◆ ABOUT THIS EXERCISE ◆
Lines holding the word "Hahn" are the ones to copy from the data below.

:::::

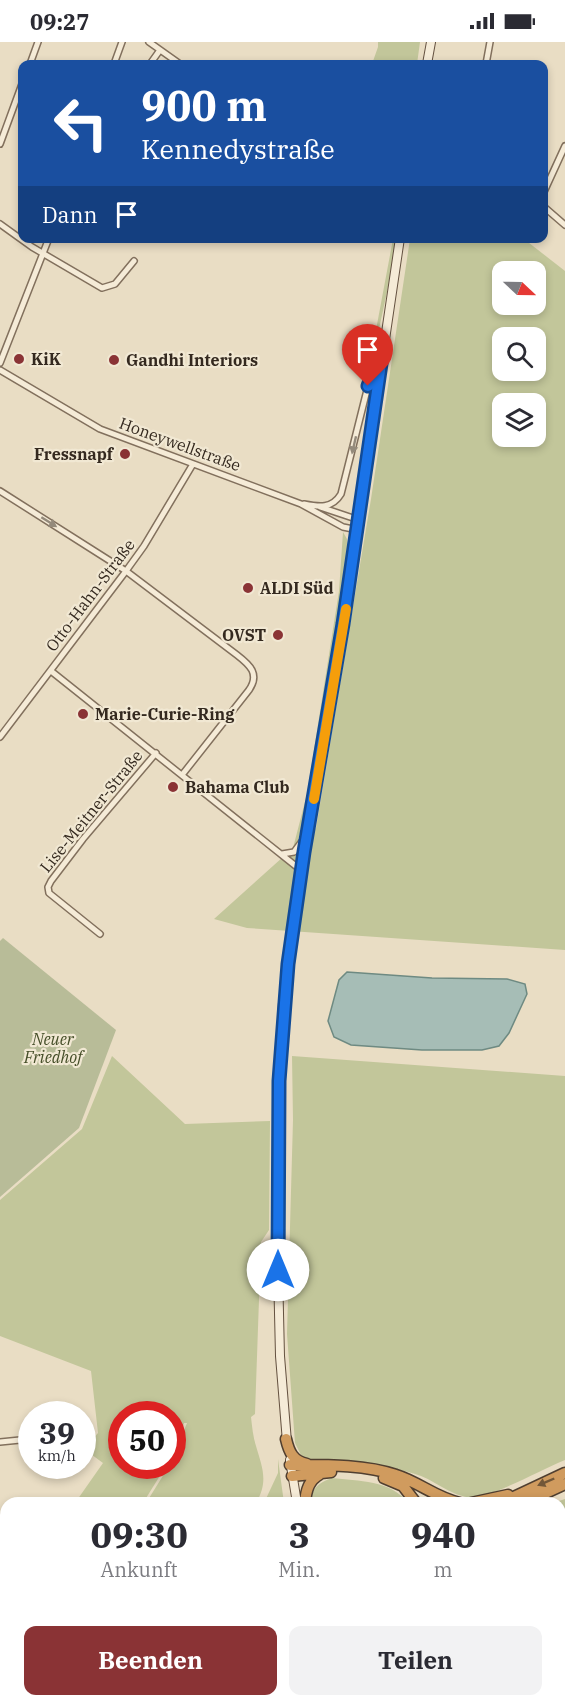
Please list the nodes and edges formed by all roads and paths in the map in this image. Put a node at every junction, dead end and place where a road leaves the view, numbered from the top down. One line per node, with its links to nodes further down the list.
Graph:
1 (38, 42): 7 (street)
2 (122, 42): 8 (street)
3 (149, 42): 6 (street)
4 (431, 42): 11 (main road)
5 (490, 42): 12 (street)
6 (160, 50): 9 (street); 10 (street)
7 (31, 60)
8 (115, 60)
9 (153, 60)
10 (174, 60)
11 (428, 60)
12 (487, 60)
13 (18, 95): 14 (street)
14 (0, 144)
15 (565, 146): 16 (street)
16 (563, 155): 17 (street)
17 (548, 184)
18 (548, 210): 20 (street)
19 (0, 224): 21 (street)
20 (565, 225)
21 (18, 236)
22 (28, 243): 25 (street)
23 (47, 243): 25 (street)
24 (399, 243): 27 (main road)
25 (43, 253): 26 (street); 28 (street)
26 (134, 261)
27 (383, 350): 33 (street, one-way to 33); 34 (main road)
28 (0, 363)
29 (0, 370): 30 (street, Honeywellstraße)
30 (193, 464): 32 (street, Honeywellstraße); 36 (street, Otto-Hahn-Straße)
31 (0, 491): 36 (street, one-way to 36)
32 (301, 504): 33 (street); 35 (street, Honeywellstraße)
33 (316, 506): 34 (street)
34 (359, 520): 35 (main road)
35 (358, 530): 41 (main road)
36 (126, 571): 37 (street, Otto-Hahn-Straße); 40 (street)
37 (51, 671): 38 (street, Otto-Hahn-Straße); 39 (street)
38 (0, 737)
39 (156, 753): 40 (street); 44 (street, Lise-Meitner-Straße)
40 (182, 775): 42 (street)
41 (308, 833): 42 (street); 43 (main road)
42 (282, 854): 43 (street)
43 (302, 870): 45 (main road)
44 (100, 934)
45 (286, 1439): 48 (highway); 49 (main road)
46 (18, 1440): 47 (street)
47 (0, 1442)
48 (321, 1469): 49 (highway); 54 (highway); 55 (highway); 56 (highway)
49 (291, 1471): 53 (main road)
50 (565, 1473): 52 (highway, one-way to 52)
51 (565, 1485): 59 (highway)
52 (526, 1490): 57 (highway); 58 (highway)
53 (296, 1497)
54 (306, 1497)
55 (411, 1497)
56 (440, 1497)
57 (496, 1497)
58 (513, 1497)
59 (538, 1497)

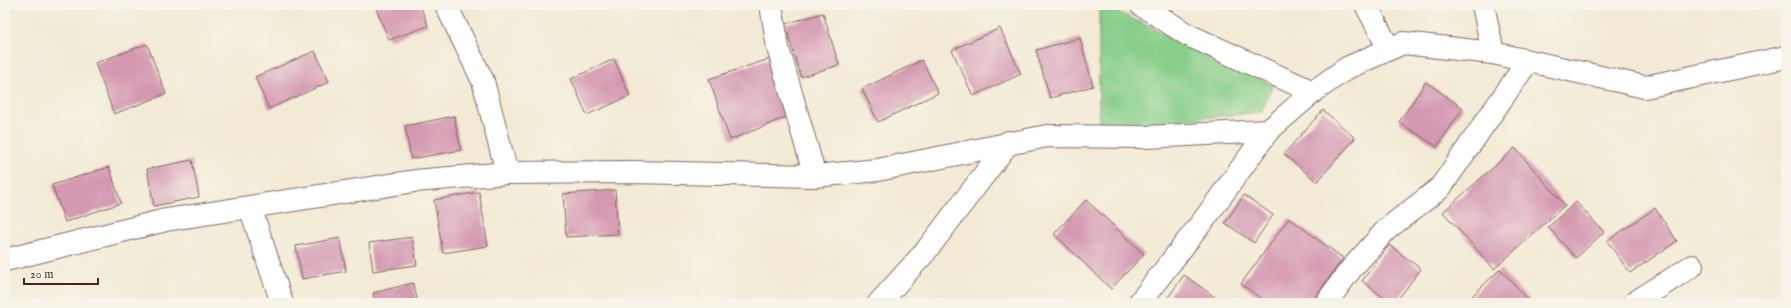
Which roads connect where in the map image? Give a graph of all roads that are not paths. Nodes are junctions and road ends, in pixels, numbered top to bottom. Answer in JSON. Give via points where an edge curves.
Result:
{"nodes":[{"id":1,"x":446,"y":5,"type":"edge"},
{"id":2,"x":771,"y":5,"type":"edge"},
{"id":3,"x":1141,"y":5,"type":"edge"},
{"id":4,"x":1366,"y":5,"type":"edge"},
{"id":5,"x":1483,"y":5,"type":"edge"},
{"id":6,"x":1389,"y":49,"type":"junction"},
{"id":7,"x":1492,"y":53,"type":"junction"},
{"id":8,"x":1786,"y":57,"type":"edge"},
{"id":9,"x":1528,"y":61,"type":"junction"},
{"id":10,"x":1313,"y":92,"type":"junction"},
{"id":11,"x":1268,"y":131,"type":"junction"},
{"id":12,"x":1009,"y":142,"type":"junction"},
{"id":13,"x":507,"y":174,"type":"junction"},
{"id":14,"x":816,"y":176,"type":"junction"},
{"id":15,"x":250,"y":207,"type":"junction"},
{"id":16,"x":5,"y":260,"type":"edge"},
{"id":17,"x":1692,"y":266,"type":"dead end"},
{"id":18,"x":282,"y":303,"type":"edge"},
{"id":19,"x":879,"y":303,"type":"edge"},
{"id":20,"x":1139,"y":303,"type":"edge"},
{"id":21,"x":1326,"y":303,"type":"edge"},
{"id":22,"x":1634,"y":303,"type":"edge"}],
"edges":[{"from":1,"to":13,"type":"street","via":[[483,81]]},
{"from":2,"to":14,"type":"street","via":[[778,48]]},
{"from":3,"to":10,"type":"street","via":[[1188,35]]},
{"from":4,"to":6,"type":"street"},
{"from":5,"to":7,"type":"street"},
{"from":6,"to":7,"type":"street","via":[[1403,43]]},
{"from":6,"to":10,"type":"street","via":[[1347,68]]},
{"from":7,"to":9,"type":"street"},
{"from":8,"to":9,"type":"street","via":[[1645,87]]},
{"from":9,"to":21,"type":"street","via":[[1440,188],[1388,229],[1351,269]]},
{"from":10,"to":11,"type":"street"},
{"from":11,"to":12,"type":"street","via":[[1146,137],[1047,136]]},
{"from":11,"to":20,"type":"street"},
{"from":12,"to":14,"type":"street","via":[[878,170]]},
{"from":12,"to":19,"type":"street","via":[[926,251]]},
{"from":13,"to":14,"type":"street","via":[[632,172]]},
{"from":13,"to":15,"type":"street","via":[[415,181]]},
{"from":15,"to":16,"type":"street","via":[[166,220]]},
{"from":15,"to":18,"type":"street"},
{"from":17,"to":22,"type":"street"}]}
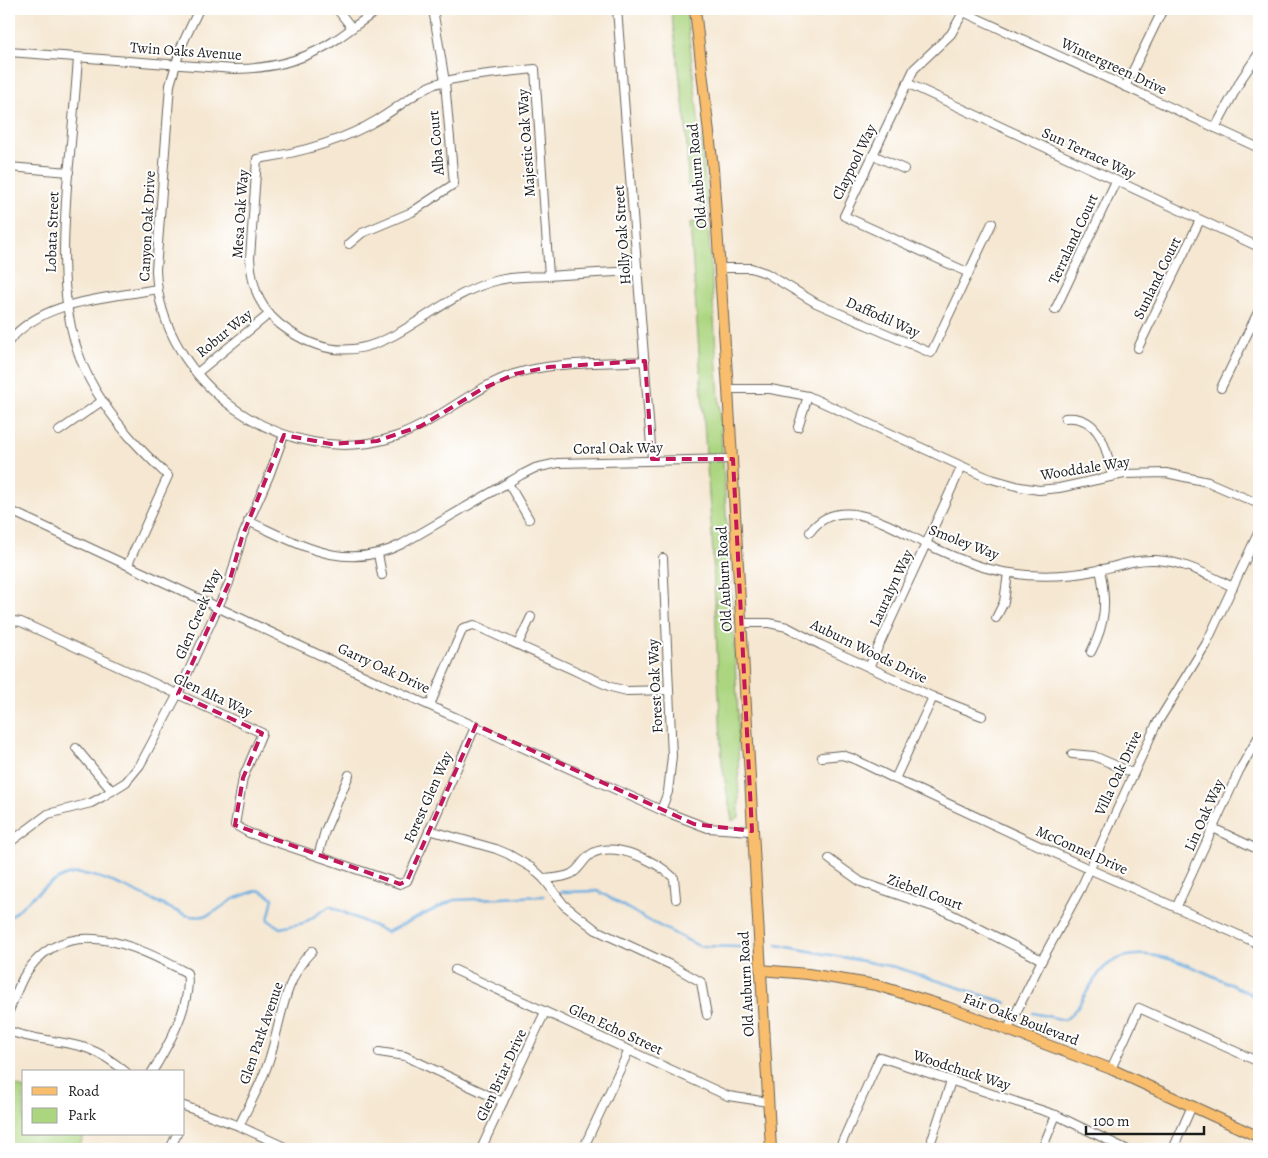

:::::

◆ ANSWER TO THE EXERCISE ◆
30 (193, 464): 32 (street, Honeywellstraße); 36 (street, Otto-Hahn-Straße)
36 (126, 571): 37 (street, Otto-Hahn-Straße); 40 (street)
37 (51, 671): 38 (street, Otto-Hahn-Straße); 39 (street)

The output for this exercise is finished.